Adam W. Woodard: Absolutely—that is the goal, Paul. It is frustrating for us as well that, as Scott mentioned, the usage set in the last GRC that went into effect last October was based off of 2024. We saw a very high correlation in the usage-per-HDD averages going into 2024 and off the 2024 numbers, and felt secure with that. As Scott mentioned, usage per HDD came down quite a bit over those two years.

Paul Fremont: What led to your decision to sell Mississippi? Clearly, it was not in any of your original plans that you shared with investors. Can you give us an idea of why, last minute, you announced the sale of the Mississippi subsidiary?

Scott Edward Doyle: Sure, Paul. This was something we had been in dialogue with Delta for quite some time leading up to the sale. As you know, the business that we have in Mississippi is subscale—18 thousand customers. There is quite a bit of capital investment that needs to take place, and the capacity of that customer base to support that investment can be challenged from time to time. By them folding into a larger utility within the state, it allows them to spread some of those costs over a broader base. As a result, Delta was a natural owner for them and it worked to a very good outcome.

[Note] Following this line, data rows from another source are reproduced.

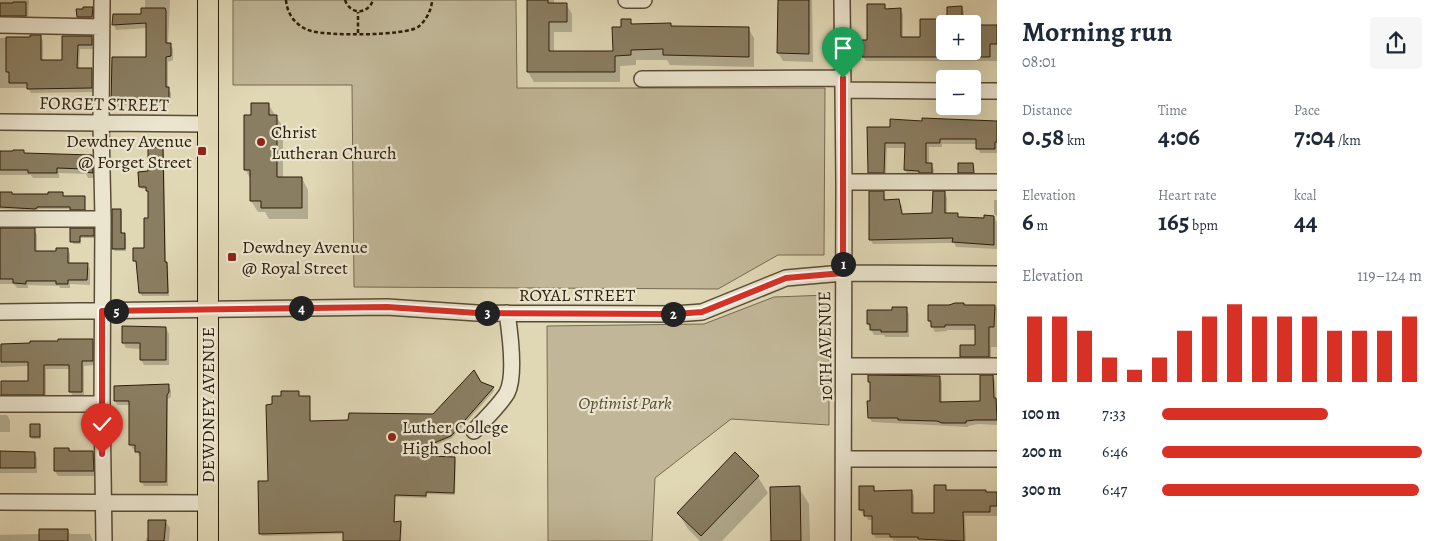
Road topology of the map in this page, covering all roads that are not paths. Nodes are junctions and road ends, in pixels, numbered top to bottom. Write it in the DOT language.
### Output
graph roads {
  1 [pos="102,0"];
  2 [pos="208,0"];
  3 [pos="626,0"];
  4 [pos="644,0"];
  5 [pos="842,0"];
  6 [pos="0,25"];
  7 [pos="101,27"];
  8 [pos="642,79"];
  9 [pos="843,84"];
  10 [pos="936,89"];
  11 [pos="981,91"];
  12 [pos="997,91"];
  13 [pos="0,122"];
  14 [pos="101,123"];
  15 [pos="208,124"];
  16 [pos="844,182"];
  17 [pos="997,182"];
  18 [pos="0,219"];
  19 [pos="103,219"];
  20 [pos="843,273"];
  21 [pos="997,274"];
  22 [pos="208,309"];
  23 [pos="102,311"];
  24 [pos="0,312"];
  25 [pos="507,313"];
  26 [pos="844,366"];
  27 [pos="997,366"];
  28 [pos="0,404"];
  29 [pos="102,404"];
  30 [pos="474,431"];
  31 [pos="844,459"];
  32 [pos="997,459"];
  33 [pos="0,502"];
  34 [pos="103,503"];
  35 [pos="208,504"];
  36 [pos="104,541"];
  37 [pos="208,541"];
  38 [pos="844,541"];
  1 -- 7 [label="street"];
  2 -- 15 [label="main road, DEWDNEY AVENUE"];
  3 -- 4 [label="street"];
  5 -- 9 [label="street, 10TH AVENUE"];
  6 -- 7 [label="street"];
  7 -- 14 [label="street"];
  8 -- 9 [label="street"];
  9 -- 10 [label="street"];
  9 -- 16 [label="street, 10TH AVENUE"];
  11 -- 12 [label="street"];
  13 -- 14 [label="street, FORGET STREET"];
  14 -- 15 [label="street, FORGET STREET"];
  14 -- 19 [label="street"];
  15 -- 22 [label="main road, DEWDNEY AVENUE"];
  16 -- 17 [label="street"];
  16 -- 20 [label="street, 10TH AVENUE"];
  18 -- 19 [label="street"];
  19 -- 23 [label="street"];
  20 -- 21 [label="street, ROYAL STREET"];
  20 -- 25 [label="street, ROYAL STREET"];
  20 -- 26 [label="street, 10TH AVENUE"];
  22 -- 23 [label="street, ROYAL STREET"];
  22 -- 25 [label="street, ROYAL STREET"];
  22 -- 35 [label="main road, DEWDNEY AVENUE"];
  23 -- 24 [label="street, ROYAL STREET"];
  23 -- 29 [label="street"];
  25 -- 30 [label="street"];
  26 -- 27 [label="street"];
  26 -- 31 [label="street, 10TH AVENUE"];
  28 -- 29 [label="street"];
  29 -- 34 [label="street"];
  31 -- 32 [label="street"];
  31 -- 38 [label="street, 10TH AVENUE"];
  33 -- 34 [label="street"];
  34 -- 35 [label="street"];
  34 -- 36 [label="street"];
  35 -- 37 [label="main road, DEWDNEY AVENUE"];
}
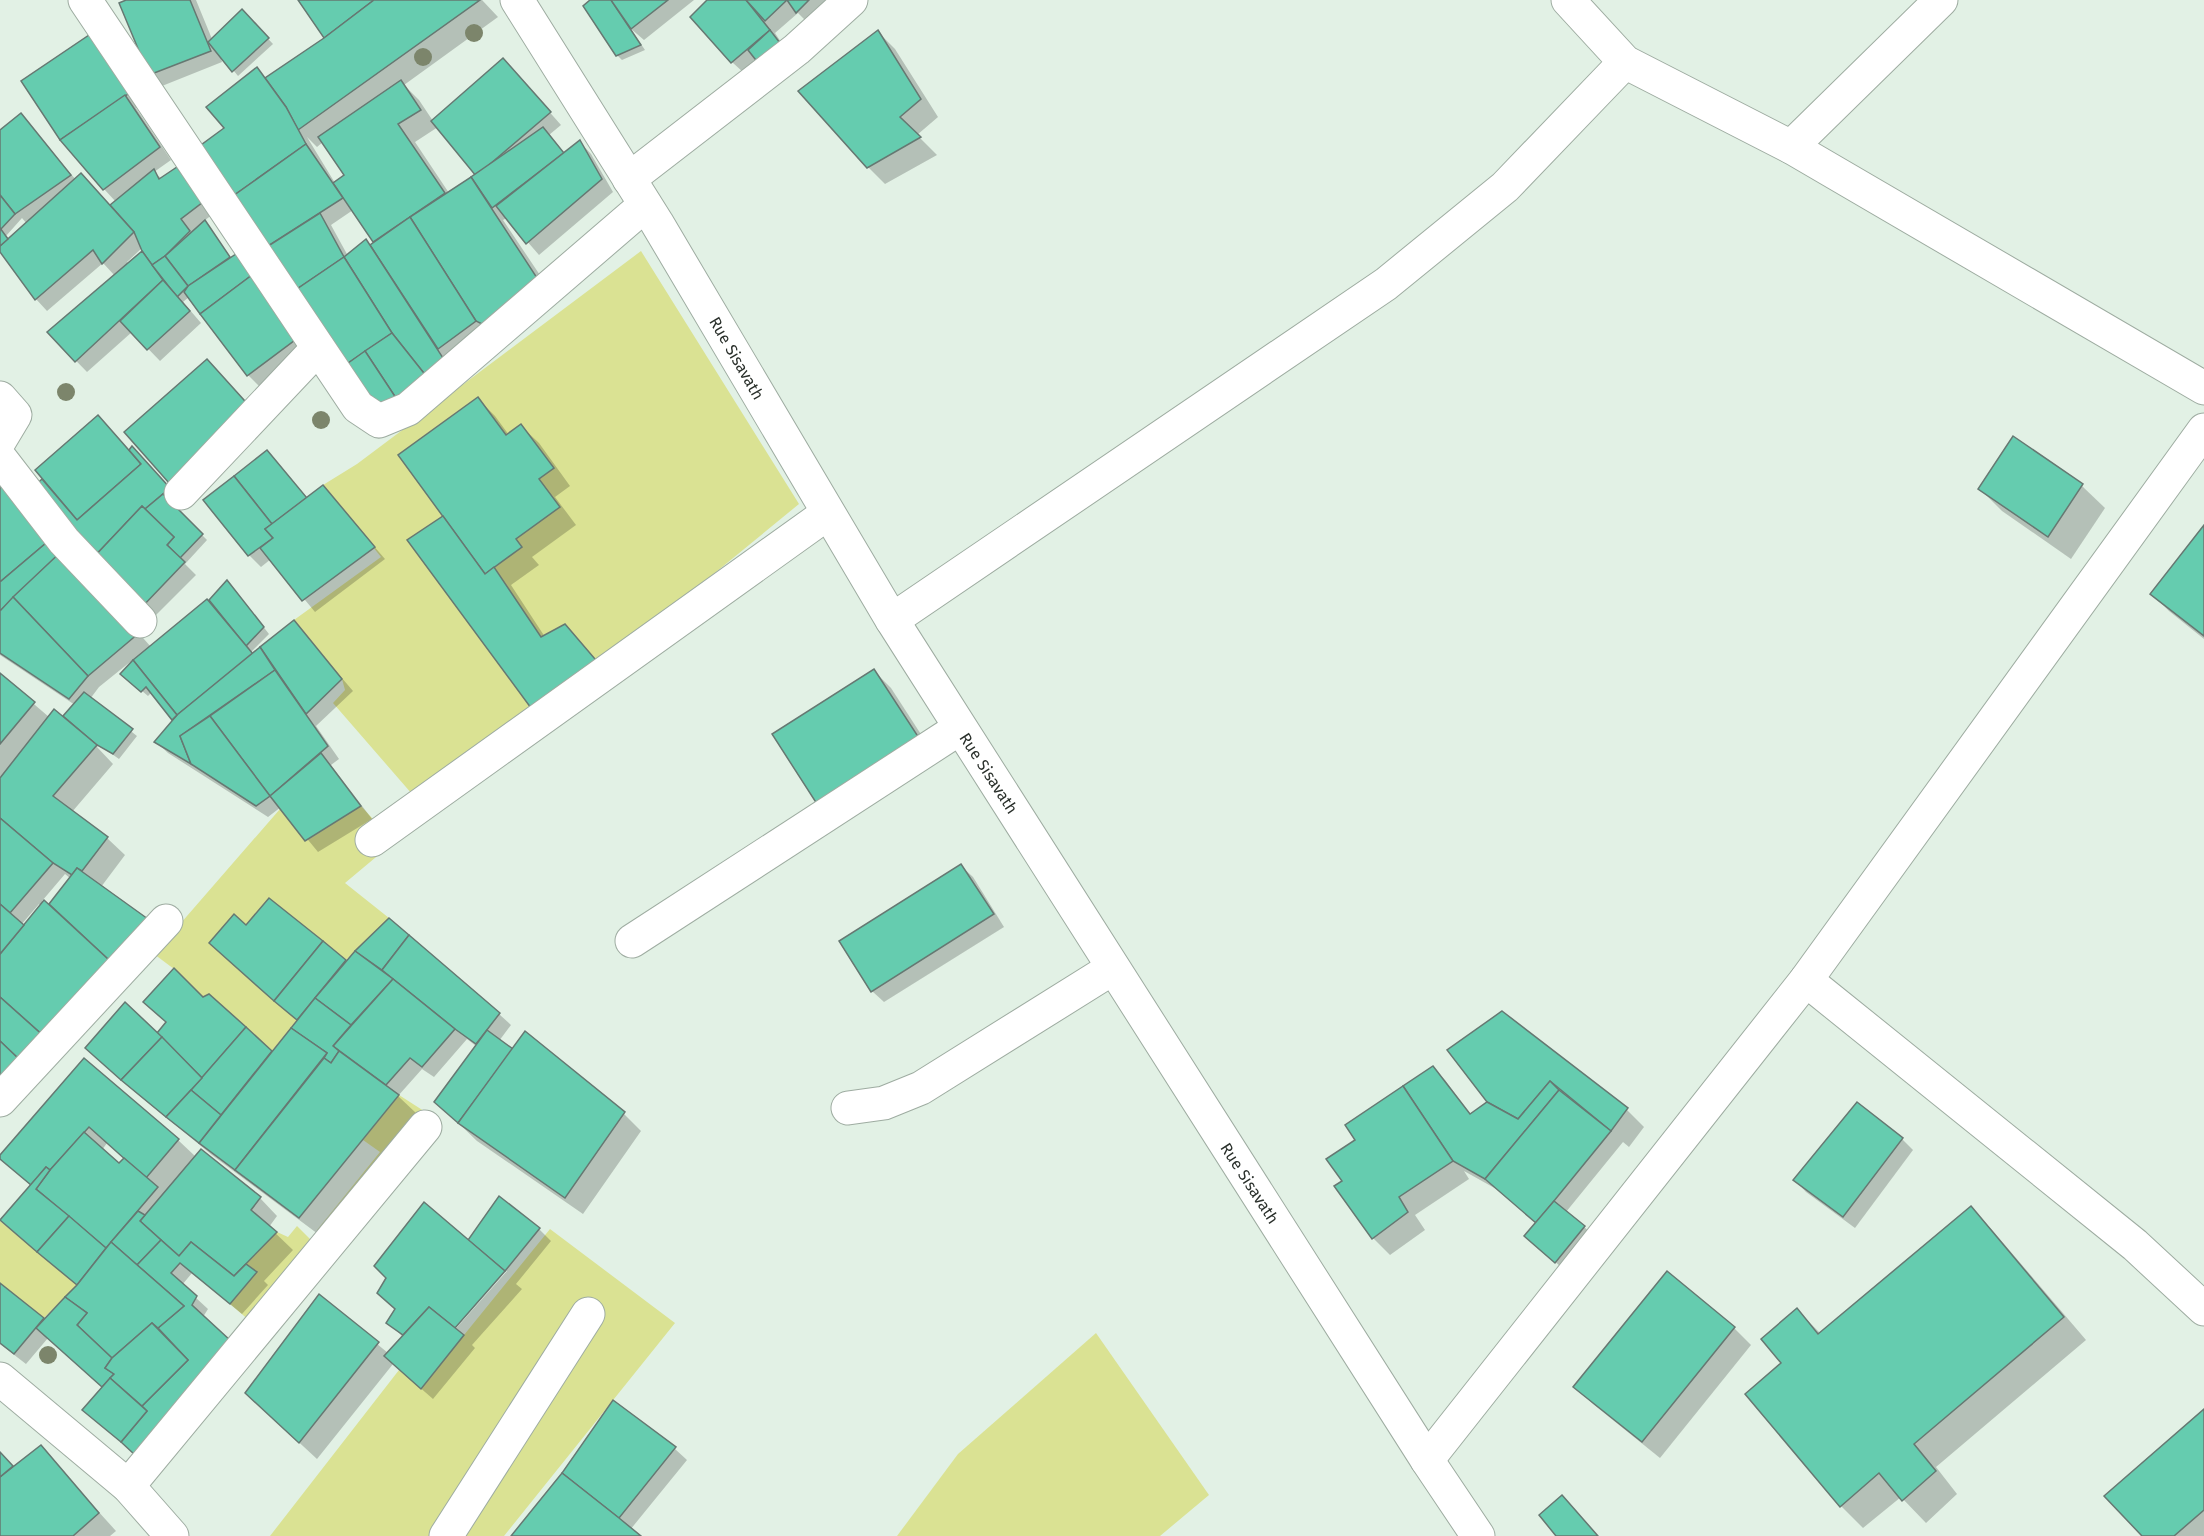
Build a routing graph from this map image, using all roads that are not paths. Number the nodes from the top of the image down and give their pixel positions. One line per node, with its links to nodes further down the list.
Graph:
1 (85, 0): 9 (street)
2 (517, 0): 8 (street, Rue Sisavath)
3 (851, 0): 8 (street)
4 (1568, 0): 6 (street)
5 (1941, 0): 7 (street)
6 (1625, 62): 7 (street); 17 (street)
7 (1791, 147): 10 (street)
8 (637, 192): 9 (street); 16 (street, Rue Sisavath)
9 (318, 348): 15 (street)
10 (2204, 388)
11 (0, 398): 13 (street)
12 (2204, 430): 24 (street)
13 (0, 440)
14 (0, 458): 18 (street)
15 (181, 493)
16 (828, 513): 17 (street, Rue Sisavath); 20 (street)
17 (892, 620): 19 (street, Rue Sisavath)
18 (140, 621)
19 (960, 728): 22 (street); 23 (street, Rue Sisavath)
20 (372, 840)
21 (166, 921): 25 (street)
22 (632, 941)
23 (1113, 968): 26 (street); 31 (street, Rue Sisavath)
24 (1806, 980): 28 (street); 31 (street)
25 (0, 1100)
26 (848, 1108)
27 (425, 1126): 32 (street)
28 (2204, 1309)
29 (588, 1314): 34 (street)
30 (0, 1379): 32 (street)
31 (1427, 1460): 35 (street, Rue Sisavath)
32 (128, 1486): 33 (street)
33 (172, 1536)
34 (446, 1536)
35 (1478, 1536)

We still have to get approval—that is going to take a while this year as we go through the regulatory process—but we believe this is a benefit both to our customers and to Delta utilities as well. We look forward to bringing that to a conclusion later this year.

Paul Fremont: The timeline for getting a decision in your AAO filing—and if the decision is favorable, how would you treat the earnings impact for this year? Or would it be treated as non-operating?

Adam W. Woodard: Great question, Paul. It really depends on the timing of an order—we are getting closer to our September 30 year-end—as well as the wording of that order. Both of those elements would impact what we would recognize in earnings.

Paul Fremont: So a simple follow-up—if they were to agree to setting up a regulatory asset before your year-end, should we assume that could result in an adjustment in guidance for 2026?

Adam W. Woodard: It really depends on what the wording of that AAO is, Paul. There are a lot of things that dictate what our decision tree would look like on that.

Paul Fremont: Great. Thank you very much.

Scott Edward Doyle: Thanks, Paul.

Operator: This concludes our question-and-answer session. I would like to turn the conference back over to Scott Edward Doyle for any closing remarks.

Scott Edward Doyle: Thank you again, everyone, for joining us this morning. We look forward to seeing many of you at the upcoming AGA Financial Conference later this month. Everyone have a good day.

Operator: The conference has now concluded. Thank you for attending today's presentation. You may now disconnect.